東京都は、様々なアーティストが活動する拠点です。そうした方々を支援することを定めた「東京都文化振興条例」が都にはあります。
「第六条 都は、芸術文化活動を行う個人又は団体に対する援助、助成その他の芸術文化の振興を図るために必要な措置を講ずるよう努めるものとする。」
ちなみに、第1条は「(目的)第一条 この条例は、民主的で文化的な国家を建設して世界の平和と人類の福祉に貢献しようとする日本国憲法の精神にのつとり、文化の振興に関する東京都(以下「都」という。)の施策の基本を明らかにすることによつて、都民が東京の自然及び歴史的風土に培われた、国際都市にふさわしい個性豊かな文化を創造することに寄与し、もつて都民生活の向上に資することを目的とする。」ということをうたっています。
日本国憲法に基づいてつくられていることがわかります。
さて、委員会では「東京文化戦略2030」の中身を議論しました。
まず、アーティストや文化芸能従事者のほとんどが個人事業主扱いで、働く環境が十分ではない状況があった中で、コロナ禍でも窮地に追い込まれている現状をどう改善し、支援するのか求めました。

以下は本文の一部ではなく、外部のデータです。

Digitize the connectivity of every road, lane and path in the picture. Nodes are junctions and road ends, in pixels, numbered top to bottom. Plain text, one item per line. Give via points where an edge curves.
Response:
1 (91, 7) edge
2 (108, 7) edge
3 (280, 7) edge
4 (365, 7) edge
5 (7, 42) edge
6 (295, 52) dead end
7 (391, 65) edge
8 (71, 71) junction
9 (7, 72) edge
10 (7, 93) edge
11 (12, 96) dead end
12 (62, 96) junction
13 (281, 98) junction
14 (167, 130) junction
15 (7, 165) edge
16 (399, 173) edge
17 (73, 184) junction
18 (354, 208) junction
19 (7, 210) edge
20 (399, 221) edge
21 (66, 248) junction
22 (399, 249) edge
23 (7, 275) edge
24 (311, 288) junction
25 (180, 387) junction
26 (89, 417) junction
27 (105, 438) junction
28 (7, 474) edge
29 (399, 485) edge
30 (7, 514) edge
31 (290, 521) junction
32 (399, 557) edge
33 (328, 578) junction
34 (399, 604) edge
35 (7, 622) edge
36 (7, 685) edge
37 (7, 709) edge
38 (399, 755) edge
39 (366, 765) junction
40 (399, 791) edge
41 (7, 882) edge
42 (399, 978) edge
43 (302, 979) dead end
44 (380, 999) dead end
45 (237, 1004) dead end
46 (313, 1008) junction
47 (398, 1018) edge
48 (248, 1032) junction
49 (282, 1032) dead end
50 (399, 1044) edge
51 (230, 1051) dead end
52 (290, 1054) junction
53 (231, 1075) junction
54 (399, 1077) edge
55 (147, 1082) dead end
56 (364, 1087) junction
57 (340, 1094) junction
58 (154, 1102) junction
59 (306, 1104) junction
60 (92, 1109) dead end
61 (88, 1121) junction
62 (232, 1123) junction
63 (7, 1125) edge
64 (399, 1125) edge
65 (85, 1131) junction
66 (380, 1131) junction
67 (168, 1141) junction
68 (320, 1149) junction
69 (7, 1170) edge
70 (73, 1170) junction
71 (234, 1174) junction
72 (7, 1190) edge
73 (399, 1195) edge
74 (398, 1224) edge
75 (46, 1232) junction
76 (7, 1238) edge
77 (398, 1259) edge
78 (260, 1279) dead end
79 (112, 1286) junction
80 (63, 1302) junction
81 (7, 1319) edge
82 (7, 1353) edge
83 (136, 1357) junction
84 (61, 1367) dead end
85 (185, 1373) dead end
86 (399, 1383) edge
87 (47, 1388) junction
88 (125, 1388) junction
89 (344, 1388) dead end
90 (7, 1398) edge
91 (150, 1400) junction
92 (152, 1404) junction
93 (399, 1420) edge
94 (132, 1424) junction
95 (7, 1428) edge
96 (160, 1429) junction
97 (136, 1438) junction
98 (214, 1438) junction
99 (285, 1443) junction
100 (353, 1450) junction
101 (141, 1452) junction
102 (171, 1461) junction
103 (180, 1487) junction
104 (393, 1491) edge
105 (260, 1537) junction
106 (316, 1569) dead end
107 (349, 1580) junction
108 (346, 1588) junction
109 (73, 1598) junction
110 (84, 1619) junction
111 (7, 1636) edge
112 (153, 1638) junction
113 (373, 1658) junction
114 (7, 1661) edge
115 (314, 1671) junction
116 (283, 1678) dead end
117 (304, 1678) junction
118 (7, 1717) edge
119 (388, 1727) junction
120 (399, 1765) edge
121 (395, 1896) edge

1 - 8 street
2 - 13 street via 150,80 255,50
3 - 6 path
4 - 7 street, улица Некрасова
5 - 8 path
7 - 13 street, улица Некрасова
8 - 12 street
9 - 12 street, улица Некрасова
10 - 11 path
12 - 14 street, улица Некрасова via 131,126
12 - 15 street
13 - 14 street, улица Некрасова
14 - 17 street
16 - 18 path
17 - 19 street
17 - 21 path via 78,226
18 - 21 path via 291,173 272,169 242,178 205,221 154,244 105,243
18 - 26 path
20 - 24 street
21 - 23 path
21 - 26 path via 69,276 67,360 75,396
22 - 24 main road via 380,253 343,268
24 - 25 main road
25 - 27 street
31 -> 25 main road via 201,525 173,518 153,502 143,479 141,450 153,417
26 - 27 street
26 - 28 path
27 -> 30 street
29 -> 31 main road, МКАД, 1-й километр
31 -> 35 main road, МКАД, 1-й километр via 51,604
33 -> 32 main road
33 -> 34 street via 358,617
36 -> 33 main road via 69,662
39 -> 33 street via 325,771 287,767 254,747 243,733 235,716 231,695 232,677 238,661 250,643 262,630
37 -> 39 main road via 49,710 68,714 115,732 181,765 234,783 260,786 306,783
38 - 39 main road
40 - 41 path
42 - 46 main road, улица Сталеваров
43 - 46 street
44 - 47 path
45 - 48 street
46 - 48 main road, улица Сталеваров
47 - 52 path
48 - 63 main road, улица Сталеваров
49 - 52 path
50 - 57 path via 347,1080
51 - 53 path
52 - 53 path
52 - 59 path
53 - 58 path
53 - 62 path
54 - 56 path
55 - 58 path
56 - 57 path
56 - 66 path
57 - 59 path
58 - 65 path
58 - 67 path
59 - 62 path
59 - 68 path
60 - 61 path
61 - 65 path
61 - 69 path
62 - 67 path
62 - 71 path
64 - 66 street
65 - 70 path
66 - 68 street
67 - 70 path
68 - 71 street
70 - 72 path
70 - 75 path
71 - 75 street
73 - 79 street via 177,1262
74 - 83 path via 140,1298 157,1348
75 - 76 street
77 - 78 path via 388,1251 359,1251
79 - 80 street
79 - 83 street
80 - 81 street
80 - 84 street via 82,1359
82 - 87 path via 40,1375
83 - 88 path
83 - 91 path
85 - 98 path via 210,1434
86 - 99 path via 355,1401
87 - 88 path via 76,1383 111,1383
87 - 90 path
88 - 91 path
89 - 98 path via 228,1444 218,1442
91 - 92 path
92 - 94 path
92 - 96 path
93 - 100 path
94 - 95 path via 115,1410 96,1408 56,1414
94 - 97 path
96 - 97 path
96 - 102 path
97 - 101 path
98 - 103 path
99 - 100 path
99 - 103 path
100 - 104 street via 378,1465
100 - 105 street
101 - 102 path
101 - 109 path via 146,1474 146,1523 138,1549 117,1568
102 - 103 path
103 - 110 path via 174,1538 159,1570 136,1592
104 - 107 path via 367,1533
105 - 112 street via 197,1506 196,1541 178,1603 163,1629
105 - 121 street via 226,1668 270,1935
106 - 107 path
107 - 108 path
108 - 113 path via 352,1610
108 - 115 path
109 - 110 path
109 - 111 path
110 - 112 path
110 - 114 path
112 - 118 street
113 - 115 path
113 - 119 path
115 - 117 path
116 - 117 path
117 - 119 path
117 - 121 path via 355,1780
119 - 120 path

個人事業主であると、会社員ではない社会保険や労災などなかなか入りにくく、また個人で契約するため、口約束や契約内容がはっきりしない、休憩時間がない(昼食がない)、PCR検査は自腹、セクハラ・パワハラなど、改善を求めたくても、仕事がなくなる恐れから、言えない。相次ぐ休演などで先が見通せず、芸能従事者の団体の調べでは芸能従事者の53%が「仕事が原因でこのままだと生きていけない」と答えるほど深刻な状況があります。
諸外国では当たり前のアーティストのメンタルケアが保障されていない。など、本当に過酷な現状があることを知りました。以下のことを質問しました。
○文化芸能従事者のPCR検査への費用負担の補助
→「都の主催する事業ではPCR検査費用も支出対象である」
○文化芸能従事者へのメンタルヘルスケアの仕組みを作る事
→「文化事業でアーティストに対する助成事業を実施して幅広く支援している」
○セクハラ、パワハラなどハラスメントをなくしていく取り組み
→「各現場において、関係法令等を遵守し、自主的に進めていくべきものである」
○芸能従事者の方々が労災保険に加入できるようになり、周知や加入支援
→「芸能従事者が特別加入ができるようになったことは有益であると認識している。労災保険制度を所管する国において適切になされるものと認識している」
○契約書のひな形をHPで公開し、利用してもらうこと
→「現在文化庁において、文化芸術分野の適正な契約関係構築に向けた検討が進められており、この動向を注視していく」
○休憩の確保、トイレ、更衣室の確保、衣装や機材などの経費の明確化など契約書に明記を義務づけること
→「各事業協力者の判断で、法令等を遵守し、適切に対応している」
○アーティストへの直接の支援とアトリエや劇場など場所への支援。
→「文化戦略においてアーティストや文化芸術団体等が継続的に活動できる仕組みを作ることを掲げている」「都が実施している文化事業、アーティスト支援が、事業を実施する会場となる民間の劇場等の支援につながっているものと認識している」
○文化芸術に親しむ若者の支援として、ウェルカムユース事業の対象の拡大と機関の拡大を
→「(従来通り)18歳以下の方を対象として、3月19日から4月3日まで実施いたいます」
という議論でした。まだまだ、文化芸能従事者への、条例のような「必要な措置」までは遠い部分もありますが、文化芸能従事者の関係者の方々が声を上げ、努力し、政治や社会に働きかけていることが、少しずつではありますが、動いていると思います。引き続き、文化振興のため文化芸能従事者の支援を求めていきます。